Aside from this documentation, many of the features have help tags associated with them. In the main list, the yellow bar at the bottom describes the currently highlighted feature. In other areas, moving the mouse over a control and pausing will show a tooltip. At this time, these are the only help features we offer. For additional assistance, please Contact Support.
Removing Spacers From the Dock
Spacers can be removed by dragging them out of the Dock as you would an application or file icon, or by right/control-clicking on the spacer and selecting "Remove from Dock."
What are the gold badges next to features?
These gold badges indicate the logged in user must be an administrator to change this feature.

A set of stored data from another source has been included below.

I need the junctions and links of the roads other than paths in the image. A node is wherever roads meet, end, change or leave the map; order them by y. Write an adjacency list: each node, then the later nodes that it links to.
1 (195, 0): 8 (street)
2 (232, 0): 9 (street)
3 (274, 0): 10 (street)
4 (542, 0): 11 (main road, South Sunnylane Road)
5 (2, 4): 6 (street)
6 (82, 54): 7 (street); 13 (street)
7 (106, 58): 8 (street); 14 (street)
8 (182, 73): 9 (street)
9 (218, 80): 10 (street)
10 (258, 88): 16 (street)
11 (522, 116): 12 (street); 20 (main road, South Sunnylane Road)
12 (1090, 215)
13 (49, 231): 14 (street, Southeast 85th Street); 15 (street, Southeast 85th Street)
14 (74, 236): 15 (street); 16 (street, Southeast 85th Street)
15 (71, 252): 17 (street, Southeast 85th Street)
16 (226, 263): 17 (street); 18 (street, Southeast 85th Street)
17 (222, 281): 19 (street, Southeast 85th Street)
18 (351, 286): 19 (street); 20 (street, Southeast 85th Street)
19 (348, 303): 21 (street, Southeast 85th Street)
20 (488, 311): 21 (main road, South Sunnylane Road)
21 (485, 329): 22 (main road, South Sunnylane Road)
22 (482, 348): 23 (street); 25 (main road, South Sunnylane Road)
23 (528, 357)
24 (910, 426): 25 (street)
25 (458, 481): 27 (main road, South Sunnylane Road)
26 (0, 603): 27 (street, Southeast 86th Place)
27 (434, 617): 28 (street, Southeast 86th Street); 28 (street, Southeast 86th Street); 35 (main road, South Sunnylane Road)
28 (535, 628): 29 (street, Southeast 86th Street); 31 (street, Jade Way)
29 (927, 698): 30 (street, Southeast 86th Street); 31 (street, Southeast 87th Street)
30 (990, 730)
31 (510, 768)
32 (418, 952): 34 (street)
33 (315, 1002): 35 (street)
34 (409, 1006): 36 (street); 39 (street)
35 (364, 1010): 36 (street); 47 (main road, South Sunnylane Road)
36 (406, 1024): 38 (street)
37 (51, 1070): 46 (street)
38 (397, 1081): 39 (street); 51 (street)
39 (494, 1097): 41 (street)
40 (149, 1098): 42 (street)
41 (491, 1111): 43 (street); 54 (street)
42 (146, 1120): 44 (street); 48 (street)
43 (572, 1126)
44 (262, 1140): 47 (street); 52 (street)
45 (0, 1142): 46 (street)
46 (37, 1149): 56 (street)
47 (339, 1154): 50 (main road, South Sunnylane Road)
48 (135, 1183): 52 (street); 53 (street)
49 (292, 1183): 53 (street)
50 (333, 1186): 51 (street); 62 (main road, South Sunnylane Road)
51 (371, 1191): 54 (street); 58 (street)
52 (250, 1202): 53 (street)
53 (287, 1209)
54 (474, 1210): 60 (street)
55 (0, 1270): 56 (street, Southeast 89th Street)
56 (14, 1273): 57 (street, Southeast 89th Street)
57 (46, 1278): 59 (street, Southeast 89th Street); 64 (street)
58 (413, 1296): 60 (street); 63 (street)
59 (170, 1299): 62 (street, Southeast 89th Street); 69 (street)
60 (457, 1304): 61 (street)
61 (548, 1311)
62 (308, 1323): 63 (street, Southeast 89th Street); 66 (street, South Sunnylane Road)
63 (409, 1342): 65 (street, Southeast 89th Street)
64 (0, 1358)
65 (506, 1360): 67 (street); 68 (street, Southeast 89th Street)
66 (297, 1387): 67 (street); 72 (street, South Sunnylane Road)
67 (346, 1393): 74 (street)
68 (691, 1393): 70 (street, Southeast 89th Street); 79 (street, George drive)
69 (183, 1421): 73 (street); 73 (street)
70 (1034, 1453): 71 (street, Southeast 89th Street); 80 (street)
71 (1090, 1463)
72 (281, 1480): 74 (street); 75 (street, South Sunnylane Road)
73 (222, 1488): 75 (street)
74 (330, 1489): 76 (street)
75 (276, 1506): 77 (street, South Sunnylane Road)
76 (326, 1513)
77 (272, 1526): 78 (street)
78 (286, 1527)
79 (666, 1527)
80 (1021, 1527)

"Dashed" checkbox - what does it mean?
The dashed checkbox means the feature has not been configured, and is using the operating system default setting whichever that may be.

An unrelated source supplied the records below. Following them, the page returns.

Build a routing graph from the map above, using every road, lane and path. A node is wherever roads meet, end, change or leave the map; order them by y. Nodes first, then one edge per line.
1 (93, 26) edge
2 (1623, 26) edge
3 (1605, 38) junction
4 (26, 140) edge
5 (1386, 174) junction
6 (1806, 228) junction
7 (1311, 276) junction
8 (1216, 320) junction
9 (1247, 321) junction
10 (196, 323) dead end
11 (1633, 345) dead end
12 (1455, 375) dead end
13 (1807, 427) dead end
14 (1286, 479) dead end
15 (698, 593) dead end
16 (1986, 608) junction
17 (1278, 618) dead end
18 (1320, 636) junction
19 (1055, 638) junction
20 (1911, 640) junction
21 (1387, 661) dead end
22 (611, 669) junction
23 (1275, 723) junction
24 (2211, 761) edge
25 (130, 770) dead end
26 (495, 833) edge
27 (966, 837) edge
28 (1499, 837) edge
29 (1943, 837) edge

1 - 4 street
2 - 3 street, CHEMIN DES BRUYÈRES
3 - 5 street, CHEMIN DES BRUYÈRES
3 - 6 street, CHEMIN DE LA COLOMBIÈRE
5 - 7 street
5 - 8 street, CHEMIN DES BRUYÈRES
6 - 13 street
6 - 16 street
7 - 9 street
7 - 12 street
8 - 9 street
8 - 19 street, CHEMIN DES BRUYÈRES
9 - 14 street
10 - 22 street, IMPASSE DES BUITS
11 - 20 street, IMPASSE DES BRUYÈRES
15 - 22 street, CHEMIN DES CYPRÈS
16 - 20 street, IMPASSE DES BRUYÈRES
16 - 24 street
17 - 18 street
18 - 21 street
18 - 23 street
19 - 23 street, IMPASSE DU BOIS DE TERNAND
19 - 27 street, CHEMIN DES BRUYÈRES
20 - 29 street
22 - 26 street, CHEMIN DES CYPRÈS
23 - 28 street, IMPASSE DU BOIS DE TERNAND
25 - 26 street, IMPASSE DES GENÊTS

Creating and Restoring Save Points
Save Points allow you to create a list of saved settings in MacPilot. This can be useful to deploy a series of settings across multiple computers, on a new installation, or revert to an earlier state.
Create a Save Point
- Click the General tab on the main toolbar.
- Configure settings as desired.
- Press the hammer and wrench icon at the bottom right hand corner of the window.

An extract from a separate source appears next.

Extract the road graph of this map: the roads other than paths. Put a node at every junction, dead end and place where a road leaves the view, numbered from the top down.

- Drag the configured settings into the save point list.
- Press the Save button.
Restoring to a Save Point
- Click the General tab on the main toolbar.
- Configure settings as desired.
- Press the "play" icon at the bottom right hand corner of the window.
- Choose the Save Point file.
- Follow all on-screen prompts (if any)
Startup Chime Not Muted
Occasionally, it will appear the startup chime is not being muted. And, in functionality, this may be correct. However, in technically it has been. Sound like techno babel? Perhaps a bit. To explain this, we need to go into a bit of detail. The feature does work perfectly, if the system configuration does not change. MacPilot looks at the current volume for the current output channel (speakers, headphones, internal speaker, etc.). Then, on shutdown, saves the system volume level for that output level and mutes the system. If the audio output source changes between shutdown and boot, the chime will be muted for the wrong source. For instance, if you shutdown while headphones were plugged in, and then booted with speakers plugged in, the system would notice the headphones were no longer plugged in and revert to the volume settings for the speakers instead of being muted. Unfortunately, as it currently stands, there is no easy workaround for this as it is just how Mac OS X is programmed. Each output source will always have its own unique volume settings. Since MacPilot is not running while your computer is off or while it is starting up, there is no way for the program to determine the correct source of action if the volume output location has been modified.
Feature Requests
- Ability to customize Internet Config on Mac OS X to change the default handler for file types.
- Ability to have the Apple Help window be moved into the background.
- Ability to set a preference or a group of preferences to be prevented from syncing in a MobileMe environment.
- Add a setting to enable/disable auto-quitting X11 when X11 child apps quit.
- Add a setting to control the delay.
- Add a way to easily edit the hosts files.
- Edit custom terminal commands
- Automate tasks by dragging and dropping (ie. cron)
Known Issues
- Changing sleep mode (ie. hibernation) may not work on Snow Leopard.